Sukses

Coba Kelabui Petugas, 3 Warga Aceh Telan Sabu Berbungkus Kondom

Ketiganya merupakan anggota sindikat penyelundup narkoba antarnegara yang masuk ke Bengkulu atas permintaan seorang napi di Lapas Bentiring.

Liputan6.com, Bengkulu - Badan Narkotika Nasional (BNN) Provinsi Bengkulu menangkap tiga warga asal Aceh yang mencoba menyelundupkan narkotika jenis sabu ke Bengkulu, melalui Bandara Fatmawati Sukarno.

Ketiganya merupakan anggota sindikat penyelundup narkoba antarnegara yang masuk ke Bengkulu atas permintaan KR. KR adalah seorang narapidana yang saat ini masih menjalankan hukuman pidana penjara di Lembaga Pemasyarakatan Bentiring, Kota Bengkulu.

Kepala BNN Provinsi Bengkulu, Kombes Pol Nugroho Aji mengatakan, barang bukti sabu seberat 800 gram terdeteksi saat dua penumpang pesawat Wings Air dari Bandara Hang Nadim, Batam, yang mendarat di Bandara Fatmawati Sukarno, Bengkulu, malam itu sekitar pukul 20.30 WIB.

Keduanya adalah Tarmidi bin Sarmidi (29), warga Takengon, Aceh, dan Rasyidi bin Sufyan (41), warga Bireun, Aceh.

"Kami cegat di bandara dan membawa mereka ke RS Bhayangkara, setelah dilakukan rontgen, ternyata benar dalam tubuh mereka terdapat benda mencurigakan yang ditelan terbungkus kondom," ucap Nugroho di Bengkulu, Senin, 11 September 2017.

Tim dokter RS Bhayangkara Polda Bengkulu kemudian mengeluarkan benda mencurigakan itu melalui anus kedua warga Aceh itu. Petugas menemukan delapan kantong sabu yang dibungkus kondom, masing-masing seberat 50 gram.

Setelah dilakukan uji laboratorium dan memastikan benda yang ditemukan itu positif sabu, tim Pemberantasan BNN Provinsi Bengkulu dipimpin AKBP Marlian Ansori kemudian mengembangkan kasus. Mereka kemudian menangkap satu orang lagi, yakni M Rafli alias Uli bin Harun (34).

Tim penyidik juga berhasil membongkar jaringan pemasok sabu yang berasal dari Tiongkok dan dikendalikan dari dalam Lapas Bentiring, Kota Bengkulu oleh KR. Seluruh barang bukti tersebut jika diuangkan senilai Rp 900 juta.

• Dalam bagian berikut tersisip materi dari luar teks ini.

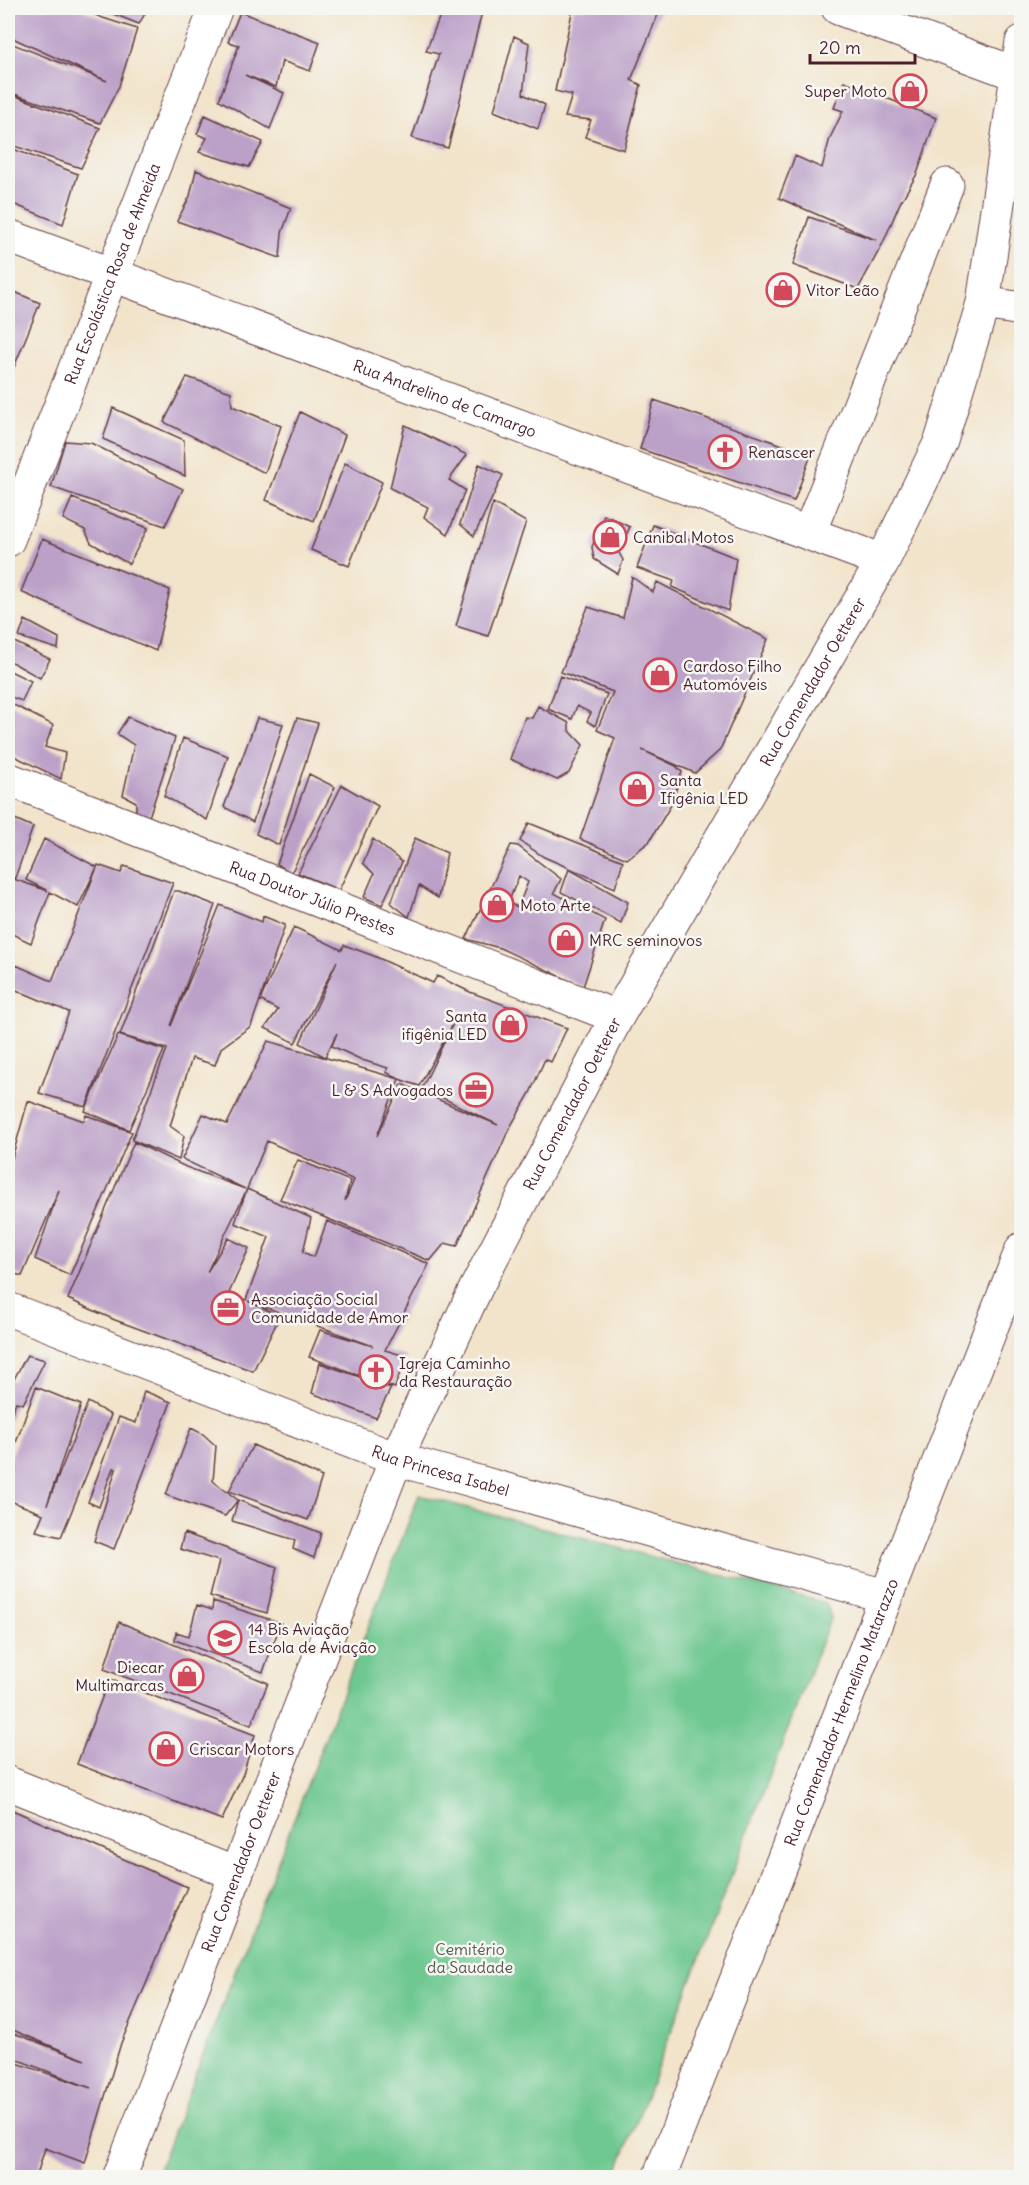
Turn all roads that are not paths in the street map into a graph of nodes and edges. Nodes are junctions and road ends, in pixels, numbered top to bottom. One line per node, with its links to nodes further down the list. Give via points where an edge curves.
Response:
1 (216, 8): 7 (street, Rua Escolástica Rosa de Almeida)
2 (838, 8): 4 (street)
3 (1022, 42): 4 (street, Rua Comendador Oetterer)
4 (1017, 74): 8 (street, Rua Comendador Oetterer)
5 (947, 186): 10 (street)
6 (8, 236): 7 (street, Rua Andrelino de Camargo)
7 (111, 274): 10 (street, Rua Andrelino de Camargo); 11 (street, Rua Escolástica Rosa de Almeida)
8 (982, 303): 9 (street); 12 (street, Rua Comendador Oetterer, via 941,441)
9 (1022, 309)
10 (809, 533): 12 (street, Rua Andrelino de Camargo)
11 (8, 540)
12 (883, 561): 14 (street, Rua Comendador Oetterer)
13 (8, 779): 14 (street, Rua Doutor Júlio Prestes)
14 (617, 1017): 17 (street, Rua Comendador Oetterer, via 476,1288)
15 (1022, 1249): 18 (street, Rua Comendador Hermelino Matarazzo)
16 (8, 1309): 17 (street, Rua Princesa Isabel)
17 (396, 1459): 18 (street, Rua Princesa Isabel); 20 (street, Rua Comendador Oetterer)
18 (885, 1596): 22 (street, Rua Comendador Hermelino Matarazzo)
19 (8, 1783): 20 (street)
20 (236, 1874): 21 (street, Rua Comendador Oetterer)
21 (119, 2178)
22 (659, 2178)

Atas penyelundupan sabu tersebut, para tersangka dijerat Pasal 114 ayat (2) juncto Pasal 132 ayat (1) subsider Pasal 112 ayat (2) jo Pasal 132 ayat (1) Undang-Undang Nomor 35 Tahun 2009 tentang Narkotika. Ancaman hukuman minimal selama lima tahun kurungan penjara dan ancaman maksimal hukuman mati.

"Kita melakukan koordinasi kepada pihak Kemenkumham supaya tidak membiarkan narapidana menggunakan handphone di dalam lapas untuk memutus komunikasi dan pengendalian narkotika dari dalam lapas," kata Nugroho Aji.